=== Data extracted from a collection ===
━━━━━━━━━━━━━━━━━━━━━━━━━━━━━━

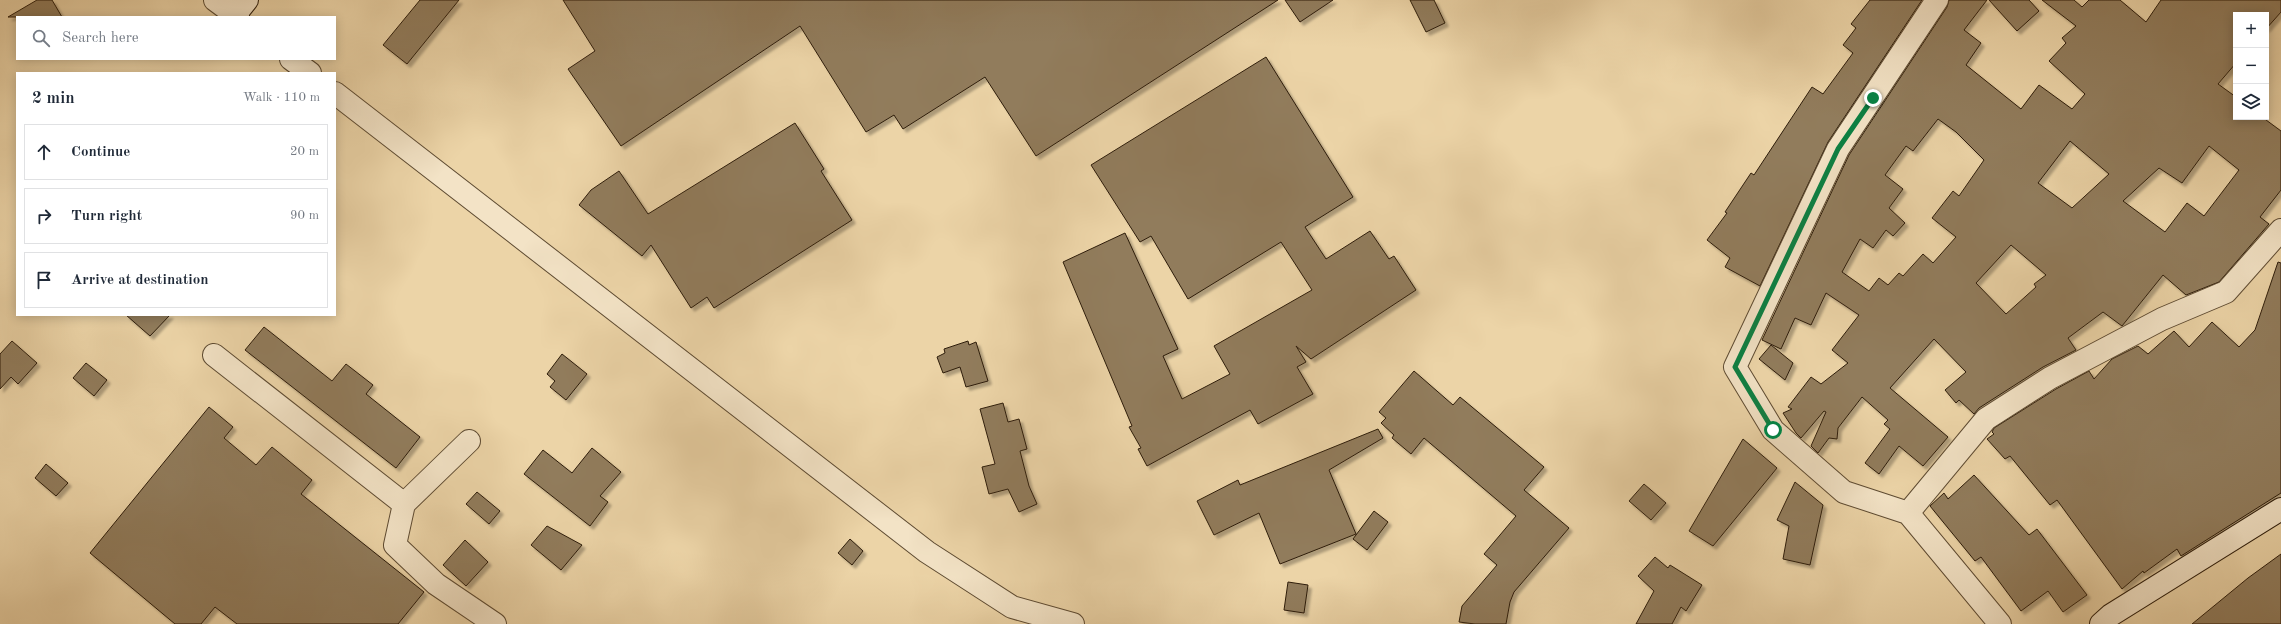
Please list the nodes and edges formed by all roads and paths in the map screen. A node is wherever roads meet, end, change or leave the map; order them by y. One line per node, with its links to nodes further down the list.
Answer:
1 (215, 0): 3 (street)
2 (1937, 0): 12 (street)
3 (240, 11)
4 (293, 60): 5 (street)
5 (309, 72)
6 (336, 94): 14 (street)
7 (2281, 230): 12 (street)
8 (214, 356): 10 (street)
9 (469, 441): 10 (street)
10 (404, 504): 13 (street)
11 (2281, 509): 16 (street)
12 (1908, 513): 15 (street)
13 (495, 624)
14 (1073, 624)
15 (2000, 624)
16 (2101, 624)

━━━━━━━━━━━━━━━━━━━━━━━━━━━━━━

=== TRY IT ===
Restate every record exactly, please; do not copy the pictures.

=== THE COMPLETED TASK ===
Please list the nodes and edges formed by all roads and paths in the map screen. A node is wherever roads meet, end, change or leave the map; order them by y. One line per node, with its links to nodes further down the list.
Answer:
1 (215, 0): 3 (street)
2 (1937, 0): 12 (street)
3 (240, 11)
4 (293, 60): 5 (street)
5 (309, 72)
6 (336, 94): 14 (street)
7 (2281, 230): 12 (street)
8 (214, 356): 10 (street)
9 (469, 441): 10 (street)
10 (404, 504): 13 (street)
11 (2281, 509): 16 (street)
12 (1908, 513): 15 (street)
13 (495, 624)
14 (1073, 624)
15 (2000, 624)
16 (2101, 624)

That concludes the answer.